After all, he’s but a tool, a means to an end. He was used by his ‘grandfather’ and his father alike to bring to Valentia the peace it deserved and a liberation from the grip of Gods who were going mad. This, too, hurts to acknowledge: not once were he and his feelings considered in Rudolf’s plan, and not once did Mycen consider them once it had taken motion. He was warned of the point of no return, of course, but not so he wouldn’t take it. It was merely a sign to move forward with a hardened heart, one he didn’t have. Instead, it is soft and vulnerable, shattered and ripped apart by the time it’s done.
But it doesn’t matter.
It can be summed up in betrayal, really.
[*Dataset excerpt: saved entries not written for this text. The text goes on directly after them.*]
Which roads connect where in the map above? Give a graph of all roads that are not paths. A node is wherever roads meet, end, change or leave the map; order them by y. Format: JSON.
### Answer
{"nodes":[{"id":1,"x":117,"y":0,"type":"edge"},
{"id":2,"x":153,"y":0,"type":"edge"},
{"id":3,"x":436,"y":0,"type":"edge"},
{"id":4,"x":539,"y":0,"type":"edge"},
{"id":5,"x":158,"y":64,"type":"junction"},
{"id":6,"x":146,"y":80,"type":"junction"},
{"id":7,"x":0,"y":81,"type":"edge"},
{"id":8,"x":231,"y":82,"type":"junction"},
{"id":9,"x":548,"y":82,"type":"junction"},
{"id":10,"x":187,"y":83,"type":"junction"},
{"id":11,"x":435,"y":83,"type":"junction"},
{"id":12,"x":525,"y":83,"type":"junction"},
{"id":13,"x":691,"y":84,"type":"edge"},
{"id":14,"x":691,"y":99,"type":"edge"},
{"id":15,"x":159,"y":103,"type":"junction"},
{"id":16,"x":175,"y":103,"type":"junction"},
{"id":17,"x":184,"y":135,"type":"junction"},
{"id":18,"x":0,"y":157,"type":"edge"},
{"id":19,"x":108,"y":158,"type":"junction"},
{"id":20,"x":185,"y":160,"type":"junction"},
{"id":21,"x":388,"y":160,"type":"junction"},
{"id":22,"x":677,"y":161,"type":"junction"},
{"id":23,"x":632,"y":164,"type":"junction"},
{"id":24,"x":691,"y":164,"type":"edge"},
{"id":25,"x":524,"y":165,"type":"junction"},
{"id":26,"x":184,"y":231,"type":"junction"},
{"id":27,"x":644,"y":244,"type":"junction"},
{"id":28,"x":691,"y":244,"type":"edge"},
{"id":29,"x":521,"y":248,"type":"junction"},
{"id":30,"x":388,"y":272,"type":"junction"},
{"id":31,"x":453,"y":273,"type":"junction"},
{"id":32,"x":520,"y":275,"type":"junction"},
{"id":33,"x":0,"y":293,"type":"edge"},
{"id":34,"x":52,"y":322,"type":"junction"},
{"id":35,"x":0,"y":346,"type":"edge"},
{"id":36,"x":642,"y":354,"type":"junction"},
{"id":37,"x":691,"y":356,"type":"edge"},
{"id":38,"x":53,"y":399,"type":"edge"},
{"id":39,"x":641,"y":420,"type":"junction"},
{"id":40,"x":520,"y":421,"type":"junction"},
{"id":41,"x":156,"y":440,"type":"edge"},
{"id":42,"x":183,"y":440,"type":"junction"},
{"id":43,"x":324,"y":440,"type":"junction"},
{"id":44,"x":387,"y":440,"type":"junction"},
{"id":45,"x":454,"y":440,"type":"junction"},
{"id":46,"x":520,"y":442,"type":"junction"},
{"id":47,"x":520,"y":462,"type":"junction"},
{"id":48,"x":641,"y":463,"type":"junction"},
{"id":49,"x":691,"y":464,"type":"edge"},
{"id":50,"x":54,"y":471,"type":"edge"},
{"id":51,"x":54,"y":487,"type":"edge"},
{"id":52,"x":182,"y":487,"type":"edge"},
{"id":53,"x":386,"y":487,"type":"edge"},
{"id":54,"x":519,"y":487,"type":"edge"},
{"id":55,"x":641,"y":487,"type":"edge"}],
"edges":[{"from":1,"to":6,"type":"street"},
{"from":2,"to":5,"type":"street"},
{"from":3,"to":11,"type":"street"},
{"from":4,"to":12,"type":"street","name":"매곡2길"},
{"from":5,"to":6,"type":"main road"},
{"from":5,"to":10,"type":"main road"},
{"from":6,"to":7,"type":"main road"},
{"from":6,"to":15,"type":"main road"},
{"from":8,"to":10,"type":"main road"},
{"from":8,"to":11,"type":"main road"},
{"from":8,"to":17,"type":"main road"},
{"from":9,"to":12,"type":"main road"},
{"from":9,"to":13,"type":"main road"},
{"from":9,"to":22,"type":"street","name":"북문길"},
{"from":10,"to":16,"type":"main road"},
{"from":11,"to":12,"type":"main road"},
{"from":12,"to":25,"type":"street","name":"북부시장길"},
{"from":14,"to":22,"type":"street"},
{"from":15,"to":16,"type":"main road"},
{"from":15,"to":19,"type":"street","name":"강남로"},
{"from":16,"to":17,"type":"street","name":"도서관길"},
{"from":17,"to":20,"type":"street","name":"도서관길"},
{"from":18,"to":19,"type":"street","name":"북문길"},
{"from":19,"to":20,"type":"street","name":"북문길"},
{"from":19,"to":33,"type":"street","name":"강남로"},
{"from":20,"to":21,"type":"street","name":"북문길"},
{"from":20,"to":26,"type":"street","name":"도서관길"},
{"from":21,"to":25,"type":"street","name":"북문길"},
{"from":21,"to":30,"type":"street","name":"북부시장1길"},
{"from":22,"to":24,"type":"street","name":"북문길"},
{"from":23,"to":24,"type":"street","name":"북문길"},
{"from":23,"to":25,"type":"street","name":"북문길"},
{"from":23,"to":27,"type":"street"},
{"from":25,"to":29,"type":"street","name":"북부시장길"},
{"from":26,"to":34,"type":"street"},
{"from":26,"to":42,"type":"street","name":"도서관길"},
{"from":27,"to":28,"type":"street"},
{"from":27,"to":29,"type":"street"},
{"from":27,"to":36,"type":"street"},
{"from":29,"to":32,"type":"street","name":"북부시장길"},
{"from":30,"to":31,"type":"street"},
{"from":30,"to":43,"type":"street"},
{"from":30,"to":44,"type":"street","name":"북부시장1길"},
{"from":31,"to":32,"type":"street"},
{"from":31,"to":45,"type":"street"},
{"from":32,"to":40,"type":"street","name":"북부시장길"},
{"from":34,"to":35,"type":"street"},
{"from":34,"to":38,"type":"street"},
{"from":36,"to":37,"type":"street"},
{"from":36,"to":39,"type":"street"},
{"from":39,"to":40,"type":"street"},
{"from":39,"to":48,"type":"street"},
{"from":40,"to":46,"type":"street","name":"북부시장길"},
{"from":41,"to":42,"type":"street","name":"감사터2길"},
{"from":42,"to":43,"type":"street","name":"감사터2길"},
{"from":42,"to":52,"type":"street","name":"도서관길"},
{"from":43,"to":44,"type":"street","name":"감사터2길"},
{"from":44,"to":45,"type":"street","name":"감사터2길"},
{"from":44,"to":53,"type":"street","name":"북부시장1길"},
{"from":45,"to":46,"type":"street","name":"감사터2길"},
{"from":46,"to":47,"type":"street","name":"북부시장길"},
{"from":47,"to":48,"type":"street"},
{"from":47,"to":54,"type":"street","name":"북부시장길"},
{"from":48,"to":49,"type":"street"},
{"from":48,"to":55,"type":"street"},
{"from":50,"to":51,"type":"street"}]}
Betrayal of his identity and what he believed was simply a truth that would not be changed (could you see yourself questioning if what your family claimed you to be was true?), betrayal to his own humanity, betrayal to his father even if it’s what he wanted... He feels betrayed by the fate assigned to him and the father who decided his path without taking him into consideration.
All this and more dwells within Alm and troubles his soul, and this is just from Rudolf and Mycen alone — the effects on him from Berkut, Fernand, Rinea, Mila and Celica (and, by extension, Jedah and Duma) are a whole different beast, even if one that dwells in tandem with this one.